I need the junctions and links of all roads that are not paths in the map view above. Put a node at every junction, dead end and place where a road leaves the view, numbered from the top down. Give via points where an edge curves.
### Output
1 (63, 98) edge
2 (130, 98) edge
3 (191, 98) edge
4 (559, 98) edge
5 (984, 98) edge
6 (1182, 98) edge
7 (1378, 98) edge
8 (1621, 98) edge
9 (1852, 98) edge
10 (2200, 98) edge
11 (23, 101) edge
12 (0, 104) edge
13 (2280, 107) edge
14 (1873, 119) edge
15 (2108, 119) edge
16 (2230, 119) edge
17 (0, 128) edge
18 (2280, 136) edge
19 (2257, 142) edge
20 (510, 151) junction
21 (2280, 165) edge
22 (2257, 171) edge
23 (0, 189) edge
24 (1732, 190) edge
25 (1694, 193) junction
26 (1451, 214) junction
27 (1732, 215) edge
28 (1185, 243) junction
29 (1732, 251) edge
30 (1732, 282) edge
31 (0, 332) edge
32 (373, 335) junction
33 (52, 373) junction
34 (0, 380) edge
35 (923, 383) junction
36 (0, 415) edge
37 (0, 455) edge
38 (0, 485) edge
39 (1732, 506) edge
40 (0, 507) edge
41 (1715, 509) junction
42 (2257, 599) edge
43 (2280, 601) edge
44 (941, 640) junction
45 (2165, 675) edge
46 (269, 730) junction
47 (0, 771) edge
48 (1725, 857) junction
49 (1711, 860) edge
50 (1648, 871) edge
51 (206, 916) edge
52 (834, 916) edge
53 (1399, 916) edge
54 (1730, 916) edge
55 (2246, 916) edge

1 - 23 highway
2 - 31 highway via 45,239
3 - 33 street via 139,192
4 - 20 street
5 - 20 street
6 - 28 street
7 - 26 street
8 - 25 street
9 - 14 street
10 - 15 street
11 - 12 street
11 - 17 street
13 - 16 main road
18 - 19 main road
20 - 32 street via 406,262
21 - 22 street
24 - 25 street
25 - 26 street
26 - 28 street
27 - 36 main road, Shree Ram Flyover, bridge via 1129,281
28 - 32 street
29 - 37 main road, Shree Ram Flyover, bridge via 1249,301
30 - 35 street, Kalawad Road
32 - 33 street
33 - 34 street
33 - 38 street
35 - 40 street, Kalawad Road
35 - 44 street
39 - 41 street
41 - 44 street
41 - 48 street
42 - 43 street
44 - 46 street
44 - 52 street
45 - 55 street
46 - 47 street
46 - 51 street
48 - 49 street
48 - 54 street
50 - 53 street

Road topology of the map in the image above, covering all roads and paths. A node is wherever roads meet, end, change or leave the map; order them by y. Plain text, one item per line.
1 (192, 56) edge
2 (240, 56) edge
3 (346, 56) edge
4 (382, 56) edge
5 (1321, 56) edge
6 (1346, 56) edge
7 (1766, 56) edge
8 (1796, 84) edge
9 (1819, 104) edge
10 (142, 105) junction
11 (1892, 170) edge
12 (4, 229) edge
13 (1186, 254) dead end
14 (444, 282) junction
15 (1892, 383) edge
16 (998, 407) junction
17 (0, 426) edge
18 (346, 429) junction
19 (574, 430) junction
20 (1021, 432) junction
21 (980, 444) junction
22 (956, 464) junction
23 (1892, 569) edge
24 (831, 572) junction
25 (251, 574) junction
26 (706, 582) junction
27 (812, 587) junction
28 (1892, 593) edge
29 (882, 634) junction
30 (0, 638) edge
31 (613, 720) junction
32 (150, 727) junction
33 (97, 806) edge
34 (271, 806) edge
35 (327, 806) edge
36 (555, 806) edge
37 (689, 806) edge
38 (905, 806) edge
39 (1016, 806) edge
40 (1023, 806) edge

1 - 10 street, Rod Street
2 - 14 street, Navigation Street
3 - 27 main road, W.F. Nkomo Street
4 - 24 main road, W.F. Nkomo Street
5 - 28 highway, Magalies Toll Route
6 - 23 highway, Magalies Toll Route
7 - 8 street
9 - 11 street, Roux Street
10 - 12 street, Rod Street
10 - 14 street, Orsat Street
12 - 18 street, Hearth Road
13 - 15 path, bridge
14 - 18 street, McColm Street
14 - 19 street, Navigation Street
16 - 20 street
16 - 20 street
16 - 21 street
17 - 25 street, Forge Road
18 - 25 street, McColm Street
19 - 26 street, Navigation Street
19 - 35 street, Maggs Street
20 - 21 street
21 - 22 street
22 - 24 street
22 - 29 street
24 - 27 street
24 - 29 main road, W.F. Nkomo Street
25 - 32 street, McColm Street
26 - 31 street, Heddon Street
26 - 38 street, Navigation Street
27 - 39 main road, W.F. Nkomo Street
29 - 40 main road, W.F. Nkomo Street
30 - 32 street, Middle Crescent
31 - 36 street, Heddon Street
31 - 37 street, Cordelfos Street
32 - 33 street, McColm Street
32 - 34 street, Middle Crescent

### THE TASK:
Everything in the data should be copied exactly. Leave nothing out.

### RESULT FOR THIS EXERCISE:
I need the junctions and links of all roads that are not paths in the map view above. Put a node at every junction, dead end and place where a road leaves the view, numbered from the top down. Give via points where an edge curves.
### Output
1 (63, 98) edge
2 (130, 98) edge
3 (191, 98) edge
4 (559, 98) edge
5 (984, 98) edge
6 (1182, 98) edge
7 (1378, 98) edge
8 (1621, 98) edge
9 (1852, 98) edge
10 (2200, 98) edge
11 (23, 101) edge
12 (0, 104) edge
13 (2280, 107) edge
14 (1873, 119) edge
15 (2108, 119) edge
16 (2230, 119) edge
17 (0, 128) edge
18 (2280, 136) edge
19 (2257, 142) edge
20 (510, 151) junction
21 (2280, 165) edge
22 (2257, 171) edge
23 (0, 189) edge
24 (1732, 190) edge
25 (1694, 193) junction
26 (1451, 214) junction
27 (1732, 215) edge
28 (1185, 243) junction
29 (1732, 251) edge
30 (1732, 282) edge
31 (0, 332) edge
32 (373, 335) junction
33 (52, 373) junction
34 (0, 380) edge
35 (923, 383) junction
36 (0, 415) edge
37 (0, 455) edge
38 (0, 485) edge
39 (1732, 506) edge
40 (0, 507) edge
41 (1715, 509) junction
42 (2257, 599) edge
43 (2280, 601) edge
44 (941, 640) junction
45 (2165, 675) edge
46 (269, 730) junction
47 (0, 771) edge
48 (1725, 857) junction
49 (1711, 860) edge
50 (1648, 871) edge
51 (206, 916) edge
52 (834, 916) edge
53 (1399, 916) edge
54 (1730, 916) edge
55 (2246, 916) edge

1 - 23 highway
2 - 31 highway via 45,239
3 - 33 street via 139,192
4 - 20 street
5 - 20 street
6 - 28 street
7 - 26 street
8 - 25 street
9 - 14 street
10 - 15 street
11 - 12 street
11 - 17 street
13 - 16 main road
18 - 19 main road
20 - 32 street via 406,262
21 - 22 street
24 - 25 street
25 - 26 street
26 - 28 street
27 - 36 main road, Shree Ram Flyover, bridge via 1129,281
28 - 32 street
29 - 37 main road, Shree Ram Flyover, bridge via 1249,301
30 - 35 street, Kalawad Road
32 - 33 street
33 - 34 street
33 - 38 street
35 - 40 street, Kalawad Road
35 - 44 street
39 - 41 street
41 - 44 street
41 - 48 street
42 - 43 street
44 - 46 street
44 - 52 street
45 - 55 street
46 - 47 street
46 - 51 street
48 - 49 street
48 - 54 street
50 - 53 street

Road topology of the map in the image above, covering all roads and paths. A node is wherever roads meet, end, change or leave the map; order them by y. Plain text, one item per line.
1 (192, 56) edge
2 (240, 56) edge
3 (346, 56) edge
4 (382, 56) edge
5 (1321, 56) edge
6 (1346, 56) edge
7 (1766, 56) edge
8 (1796, 84) edge
9 (1819, 104) edge
10 (142, 105) junction
11 (1892, 170) edge
12 (4, 229) edge
13 (1186, 254) dead end
14 (444, 282) junction
15 (1892, 383) edge
16 (998, 407) junction
17 (0, 426) edge
18 (346, 429) junction
19 (574, 430) junction
20 (1021, 432) junction
21 (980, 444) junction
22 (956, 464) junction
23 (1892, 569) edge
24 (831, 572) junction
25 (251, 574) junction
26 (706, 582) junction
27 (812, 587) junction
28 (1892, 593) edge
29 (882, 634) junction
30 (0, 638) edge
31 (613, 720) junction
32 (150, 727) junction
33 (97, 806) edge
34 (271, 806) edge
35 (327, 806) edge
36 (555, 806) edge
37 (689, 806) edge
38 (905, 806) edge
39 (1016, 806) edge
40 (1023, 806) edge

1 - 10 street, Rod Street
2 - 14 street, Navigation Street
3 - 27 main road, W.F. Nkomo Street
4 - 24 main road, W.F. Nkomo Street
5 - 28 highway, Magalies Toll Route
6 - 23 highway, Magalies Toll Route
7 - 8 street
9 - 11 street, Roux Street
10 - 12 street, Rod Street
10 - 14 street, Orsat Street
12 - 18 street, Hearth Road
13 - 15 path, bridge
14 - 18 street, McColm Street
14 - 19 street, Navigation Street
16 - 20 street
16 - 20 street
16 - 21 street
17 - 25 street, Forge Road
18 - 25 street, McColm Street
19 - 26 street, Navigation Street
19 - 35 street, Maggs Street
20 - 21 street
21 - 22 street
22 - 24 street
22 - 29 street
24 - 27 street
24 - 29 main road, W.F. Nkomo Street
25 - 32 street, McColm Street
26 - 31 street, Heddon Street
26 - 38 street, Navigation Street
27 - 39 main road, W.F. Nkomo Street
29 - 40 main road, W.F. Nkomo Street
30 - 32 street, Middle Crescent
31 - 36 street, Heddon Street
31 - 37 street, Cordelfos Street
32 - 33 street, McColm Street
32 - 34 street, Middle Crescent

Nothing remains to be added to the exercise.